Throughout the afternoon viewers will be treated to the sights, sounds, and celebrities that are all part of the Super Bowl experience thanks to the use of 26 Sony cameras with Canon lenses. But at 4:30 local time all attention will shift to the game and NBC Sports will be on top of all the action with 45 cameras, including plenty of Sony cameras, Grass Valley’s LDX HS cameras with up to six-times slow motion recording, and five iMovix 4K cameras tied to Evertz DreamCatcher systems.  Those systems will be operated out of “Dreamland” or, as it is more commonly known, NEP’s ND4 B-unit. NEP’s ND1 unit, which has been used all season for Sunday Night Football, will be the main production unit for the game. Other providers include BS, is on hand for wireless audio, and AVS who will handle the wireless video systems.

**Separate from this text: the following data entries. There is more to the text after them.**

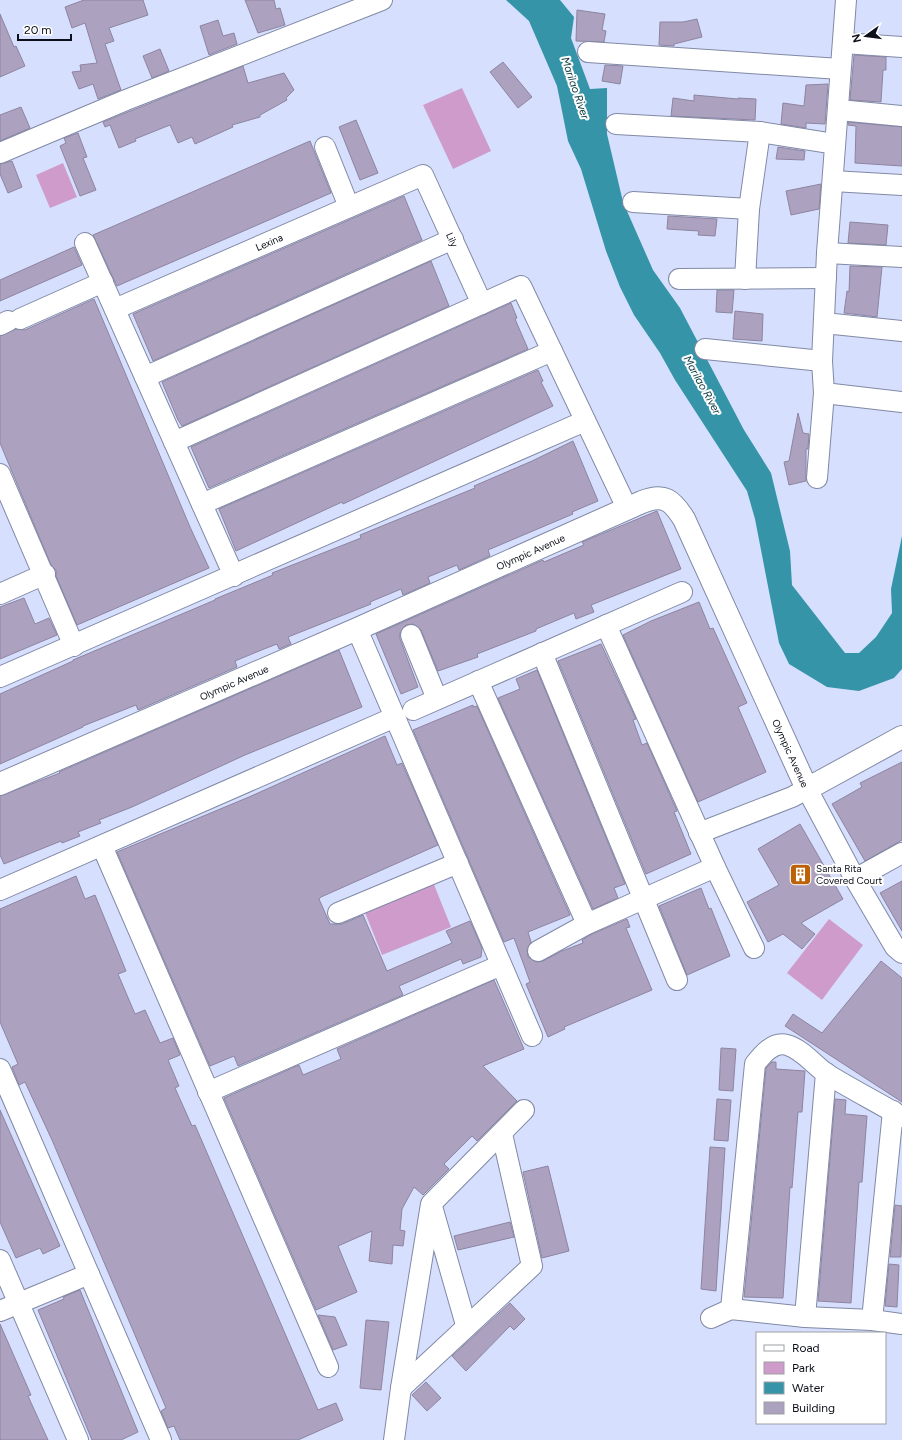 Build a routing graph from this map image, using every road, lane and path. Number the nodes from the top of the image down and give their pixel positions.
1 (382, 0) edge
2 (846, 0) edge
3 (843, 43) junction
4 (902, 48) edge
5 (588, 52) dead end
6 (840, 69) junction
7 (839, 110) junction
8 (902, 116) edge
9 (616, 124) dead end
10 (760, 132) junction
11 (835, 144) junction
12 (325, 147) dead end
13 (0, 152) edge
14 (423, 175) joint
15 (833, 181) junction
16 (902, 185) edge
17 (633, 202) dead end
18 (349, 207) junction
19 (749, 208) junction
20 (453, 238) junction
21 (85, 242) dead end
22 (828, 253) junction
23 (902, 257) edge
24 (679, 278) dead end
25 (826, 278) junction
26 (745, 279) junction
27 (103, 282) junction
28 (482, 304) junction
29 (115, 309) junction
30 (9, 322) edge
31 (824, 323) junction
32 (902, 331) edge
33 (705, 349) dead end
34 (552, 351) junction
35 (822, 361) junction
36 (145, 378) junction
37 (824, 393) junction
38 (902, 402) edge
39 (585, 421) junction
40 (174, 442) junction
41 (0, 474) edge
42 (817, 478) dead end
43 (202, 504) junction
44 (627, 508) junction
45 (8, 511) edge
46 (45, 574) junction
47 (234, 576) junction
48 (682, 592) dead end
49 (0, 594) edge
50 (606, 625) junction
51 (357, 628) junction
52 (411, 635) dead end
53 (74, 646) junction
54 (542, 653) junction
55 (0, 677) edge
56 (478, 681) junction
57 (437, 699) junction
58 (404, 713) junction
59 (902, 737) edge
60 (0, 784) edge
61 (807, 789) junction
62 (699, 832) junction
63 (102, 846) junction
64 (902, 854) edge
65 (458, 863) junction
66 (714, 867) junction
67 (855, 879) junction
68 (0, 890) edge
69 (644, 899) junction
70 (338, 913) dead end
71 (587, 924) junction
72 (754, 948) dead end
73 (900, 948) edge
74 (538, 951) dead end
75 (501, 965) junction
76 (677, 980) dead end
77 (532, 1036) dead end
78 (0, 1069) edge
79 (826, 1073) junction
80 (208, 1092) junction
81 (524, 1110) dead end
82 (898, 1114) edge
83 (502, 1134) junction
84 (431, 1204) junction
85 (0, 1260) edge
86 (89, 1274) junction
87 (19, 1303) junction
88 (731, 1309) junction
89 (0, 1311) edge
90 (805, 1317) junction
91 (711, 1318) dead end
92 (872, 1320) junction
93 (902, 1324) edge
94 (466, 1325) junction
95 (328, 1368) dead end
96 (401, 1388) junction
97 (78, 1440) edge
98 (161, 1440) edge
99 (394, 1440) edge

1 - 13 street
2 - 3 street
3 - 4 street
3 - 6 street
5 - 6 street
6 - 7 street
7 - 8 street
7 - 11 street
9 - 10 street
10 - 11 street
10 - 19 street
11 - 15 street
12 - 18 street
14 - 18 street, Lexina
14 - 20 street, Lily
15 - 16 street
15 - 22 street
17 - 19 street
18 - 29 street, Lexina
19 - 26 street
20 - 28 street, Lily
20 - 36 street
21 - 27 street
22 - 23 street
22 - 25 street
24 - 26 street
25 - 26 street
25 - 31 street
27 - 29 street
27 - 30 street
28 - 34 street
28 - 40 street
29 - 36 street
31 - 32 street
31 - 35 street
33 - 35 street
34 - 39 street
34 - 43 street
35 - 37 street
36 - 40 street
37 - 38 street
37 - 42 street
39 - 44 street
39 - 47 street
40 - 43 street
41 - 45 street
43 - 47 street
44 - 51 street, Olympic Avenue
44 - 61 street, Olympic Avenue
45 - 46 street
46 - 49 street
46 - 53 street
47 - 53 street
48 - 50 street
50 - 54 street
50 - 62 street
51 - 58 street
51 - 60 street, Olympic Avenue
52 - 57 street
53 - 55 street
54 - 56 street
54 - 69 street
56 - 57 street
56 - 71 street
57 - 58 street
58 - 63 street
58 - 65 street
59 - 61 street, Olympic Avenue
61 - 62 street
61 - 67 street
62 - 66 street
63 - 68 street
63 - 80 street
64 - 67 street
65 - 70 street
65 - 75 street
66 - 69 street
66 - 72 street
67 - 73 street
69 - 71 street
69 - 76 street
71 - 74 street
75 - 77 street
75 - 80 street
78 - 86 street
79 - 82 street
79 - 88 street
79 - 90 street
80 - 95 street
81 - 83 street
82 - 92 street
83 - 84 street
83 - 94 street
84 - 94 street
84 - 96 street
85 - 87 street
86 - 87 street
86 - 98 street
87 - 89 street
87 - 97 street
88 - 90 street
88 - 91 street
90 - 92 street
92 - 93 street
94 - 96 street
96 - 99 street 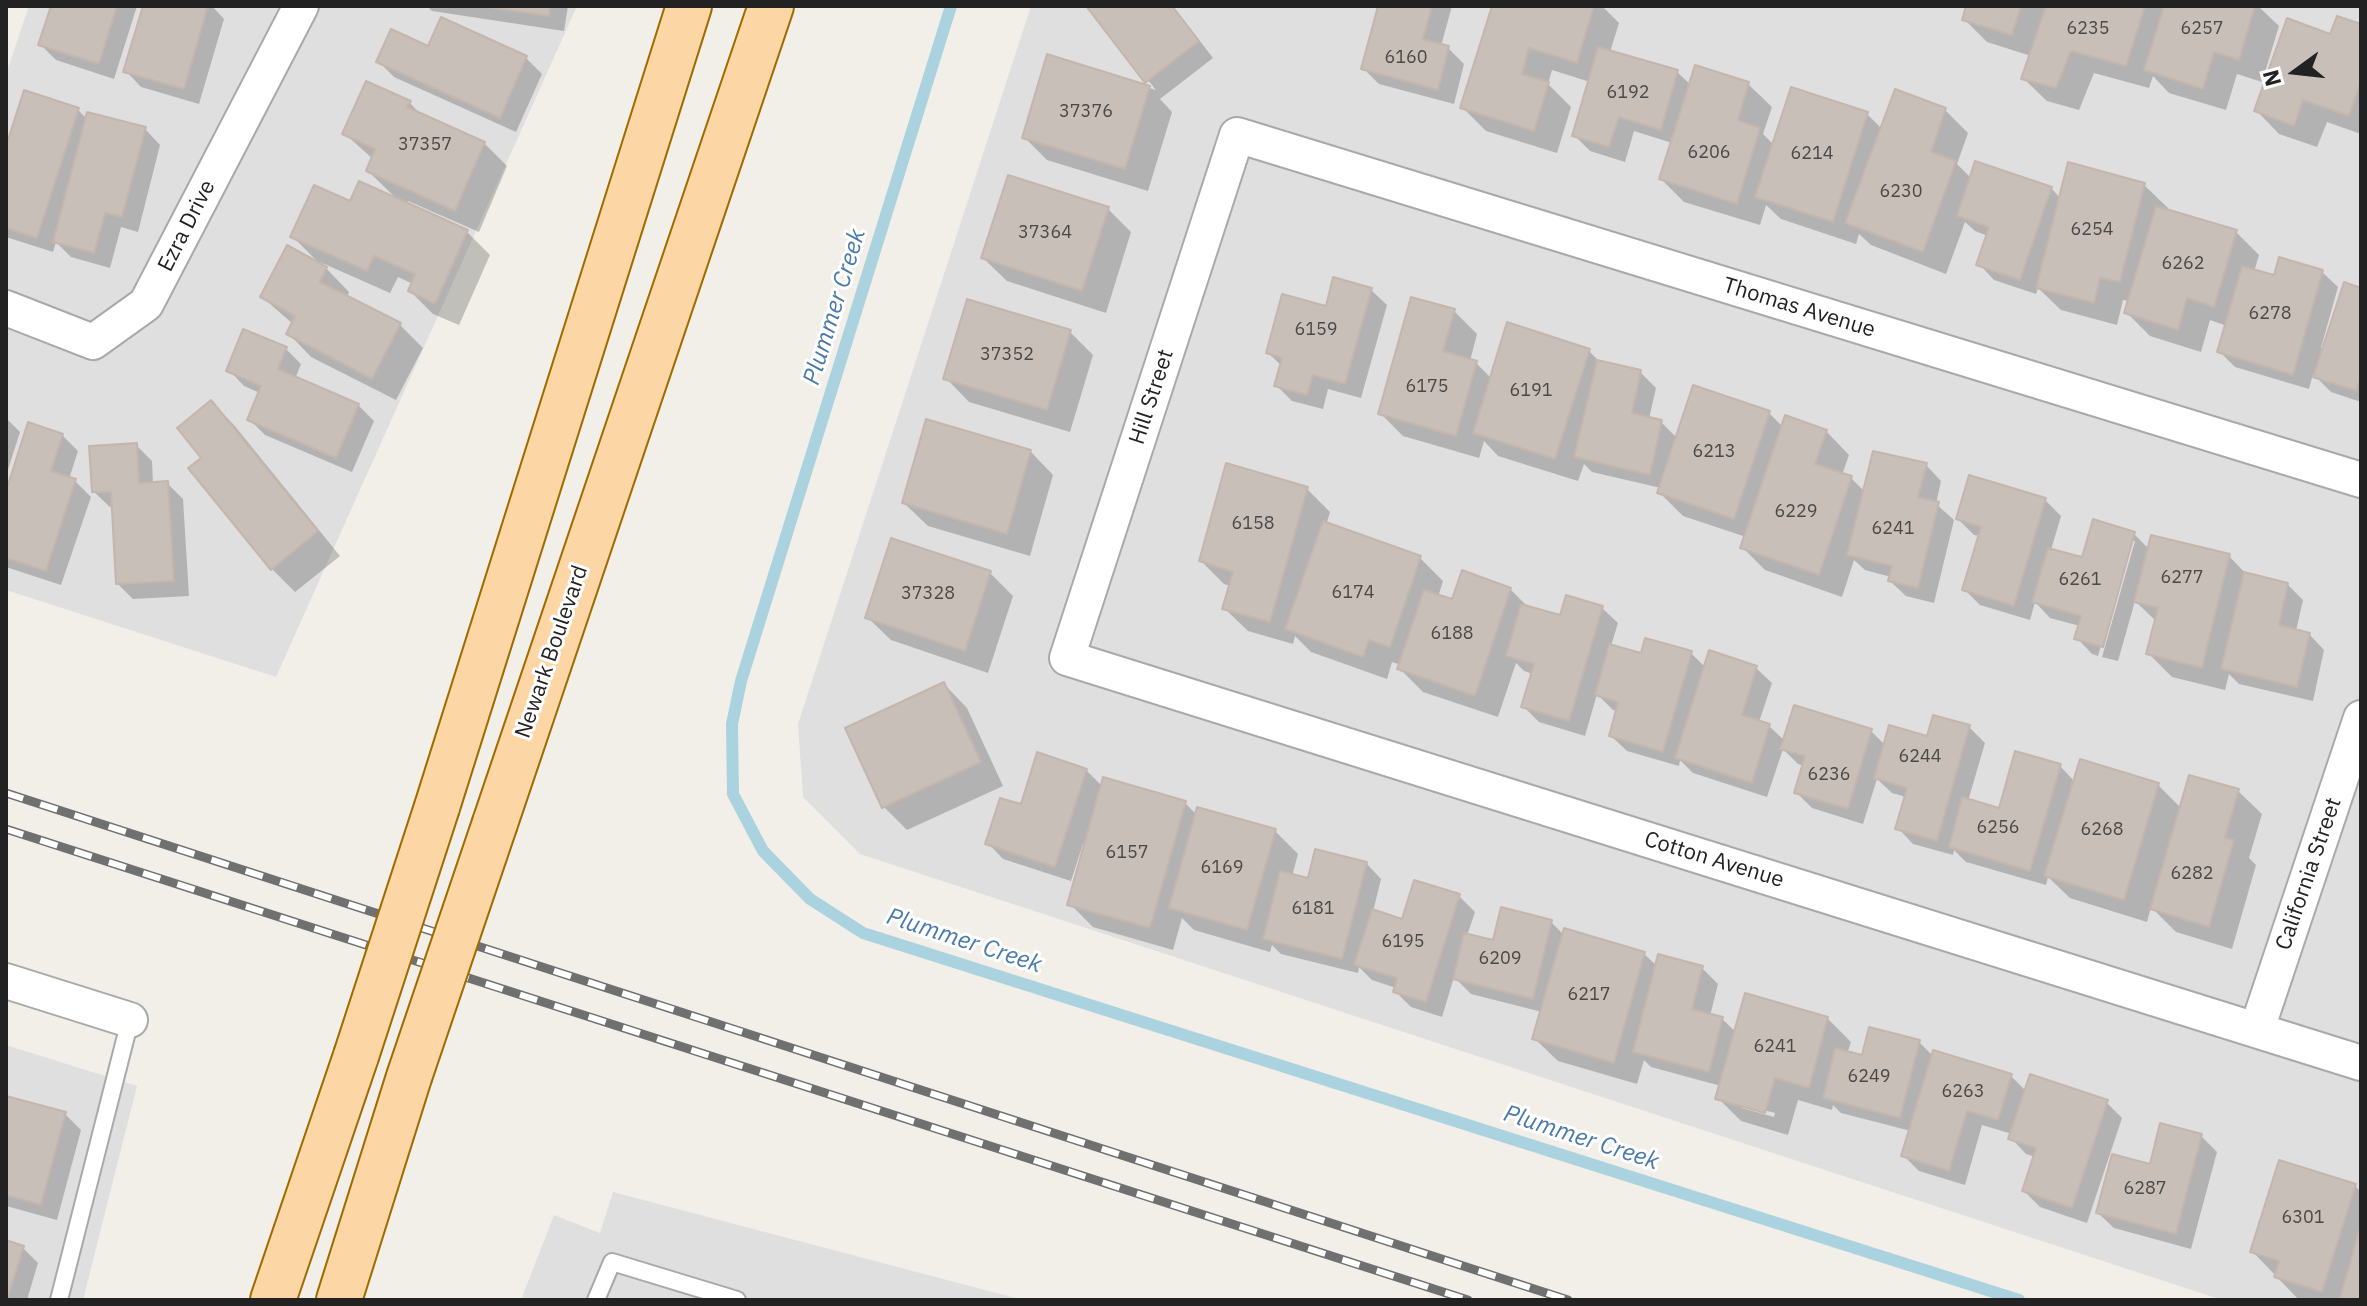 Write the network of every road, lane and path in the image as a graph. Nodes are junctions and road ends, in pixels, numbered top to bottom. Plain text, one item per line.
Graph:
1 (301, 6) edge
2 (689, 6) edge
3 (771, 6) edge
4 (1237, 135) joint
5 (6, 308) edge
6 (2361, 480) edge
7 (1067, 658) joint
8 (2361, 718) edge
9 (6, 981) edge
10 (130, 1020) joint
11 (2257, 1029) junction
12 (2361, 1063) edge
13 (59, 1300) edge
14 (273, 1300) edge
15 (339, 1300) edge
16 (596, 1300) edge
17 (737, 1300) edge

1 - 5 street, Ezra Drive
2 - 14 main road, bridge
3 - 15 main road, Newark Boulevard, bridge
4 - 6 street, Thomas Avenue
4 - 7 street, Hill Street
7 - 11 street, Cotton Avenue
8 - 11 street, California Street
9 - 10 street
10 - 13 lane
11 - 12 street, Cotton Avenue
16 - 17 lane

“It’s really about the real estate needed for more people as there are more cameras, more replay, and more graphics units,” says Roche.

Goss says that the NBC trucks were in place on January 19, the Monday before the Pro Bowl game that was broadcast on ESPN out of NEP’s EN1 that is located about a five-minute walk from the NBC trucks and is in use for the NFL’s world feed.

“We are all parked and powered in two-and-a-half hours,” says Goss.

It’s been a long road of planning but the payoff, as usual with a Super Bowl, promises to be huge. And before the team at NBC Sports knows it they will be waking up with visions of Super Bowl LII, set for Minneapolis, MN, in 2018, dancing in their heads. One thing the team already knows is that NEP’s ND1 will once again be at the center of that production. The question will be what other technology dreams will become reality between now and then.

But for the next 24 hours all eyes are on University of Phoenix stadium.